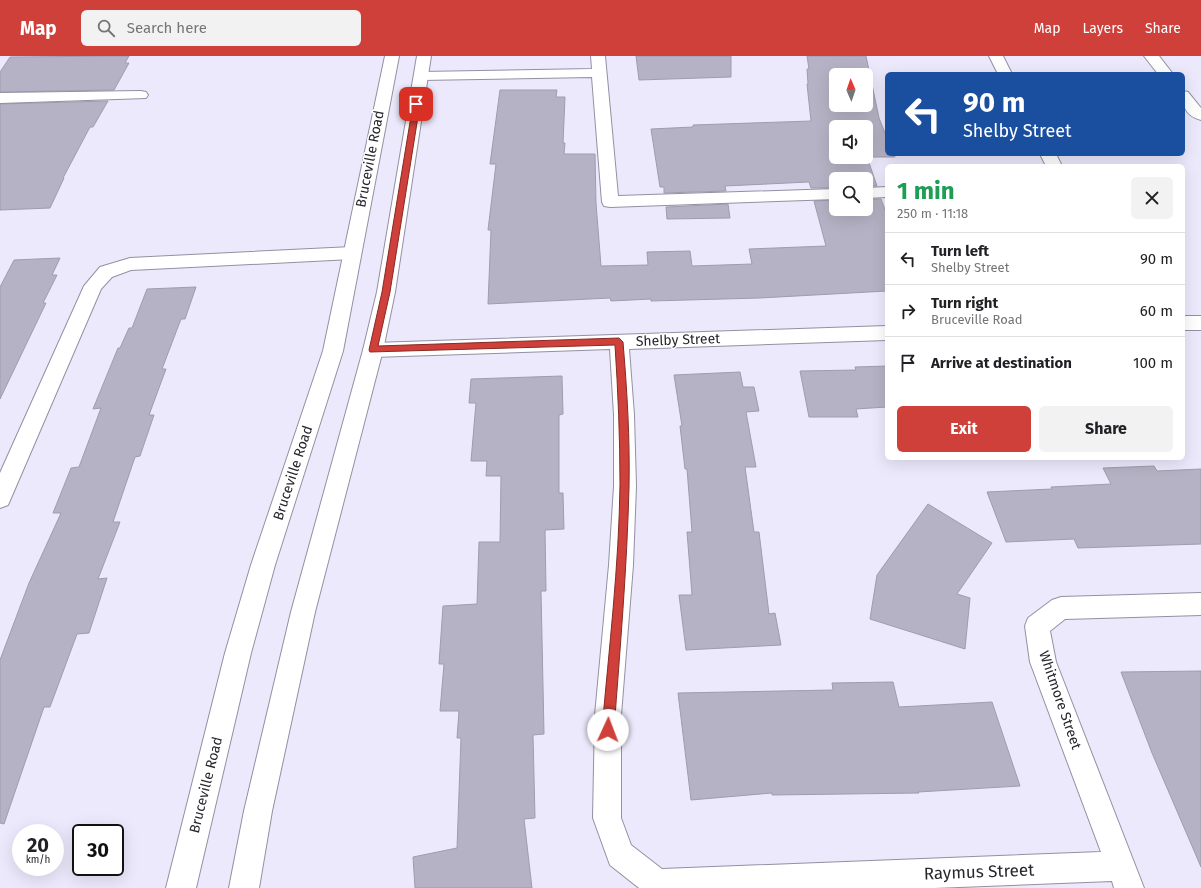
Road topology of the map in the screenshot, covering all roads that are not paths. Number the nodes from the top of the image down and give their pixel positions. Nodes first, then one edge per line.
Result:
1 (392, 56) edge
2 (996, 56) edge
3 (1151, 56) edge
4 (594, 62) edge
5 (426, 64) edge
6 (1004, 72) edge
7 (1164, 72) edge
8 (141, 94) dead end
9 (0, 98) edge
10 (1185, 98) edge
11 (1201, 115) edge
12 (885, 192) edge
13 (873, 193) edge
14 (829, 194) edge
15 (352, 254) junction
16 (1185, 323) edge
17 (1201, 323) edge
18 (885, 333) edge
19 (619, 342) junction
20 (373, 350) junction
21 (0, 498) edge
22 (1201, 604) edge
23 (1125, 877) edge
24 (181, 888) edge
25 (244, 888) edge

1 - 15 main road, Bruceville Road
2 - 6 main road
3 - 7 main road
4 - 5 main road
4 - 14 main road
5 - 20 main road
8 - 9 main road
10 - 11 main road
12 - 13 main road
15 - 21 main road
15 - 24 main road, Bruceville Road
16 - 17 main road
18 - 19 main road, Shelby Street
19 - 20 main road, Shelby Street
19 - 23 main road, Raymus Street
20 - 25 main road
22 - 23 main road, Whitmore Street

Requirement: The copy you produce must match the entries above exactly, except that it has no pictures.

Solution for this problem:
Road topology of the map in the screenshot, covering all roads that are not paths. Number the nodes from the top of the image down and give their pixel positions. Nodes first, then one edge per line.
Result:
1 (392, 56) edge
2 (996, 56) edge
3 (1151, 56) edge
4 (594, 62) edge
5 (426, 64) edge
6 (1004, 72) edge
7 (1164, 72) edge
8 (141, 94) dead end
9 (0, 98) edge
10 (1185, 98) edge
11 (1201, 115) edge
12 (885, 192) edge
13 (873, 193) edge
14 (829, 194) edge
15 (352, 254) junction
16 (1185, 323) edge
17 (1201, 323) edge
18 (885, 333) edge
19 (619, 342) junction
20 (373, 350) junction
21 (0, 498) edge
22 (1201, 604) edge
23 (1125, 877) edge
24 (181, 888) edge
25 (244, 888) edge

1 - 15 main road, Bruceville Road
2 - 6 main road
3 - 7 main road
4 - 5 main road
4 - 14 main road
5 - 20 main road
8 - 9 main road
10 - 11 main road
12 - 13 main road
15 - 21 main road
15 - 24 main road, Bruceville Road
16 - 17 main road
18 - 19 main road, Shelby Street
19 - 20 main road, Shelby Street
19 - 23 main road, Raymus Street
20 - 25 main road
22 - 23 main road, Whitmore Street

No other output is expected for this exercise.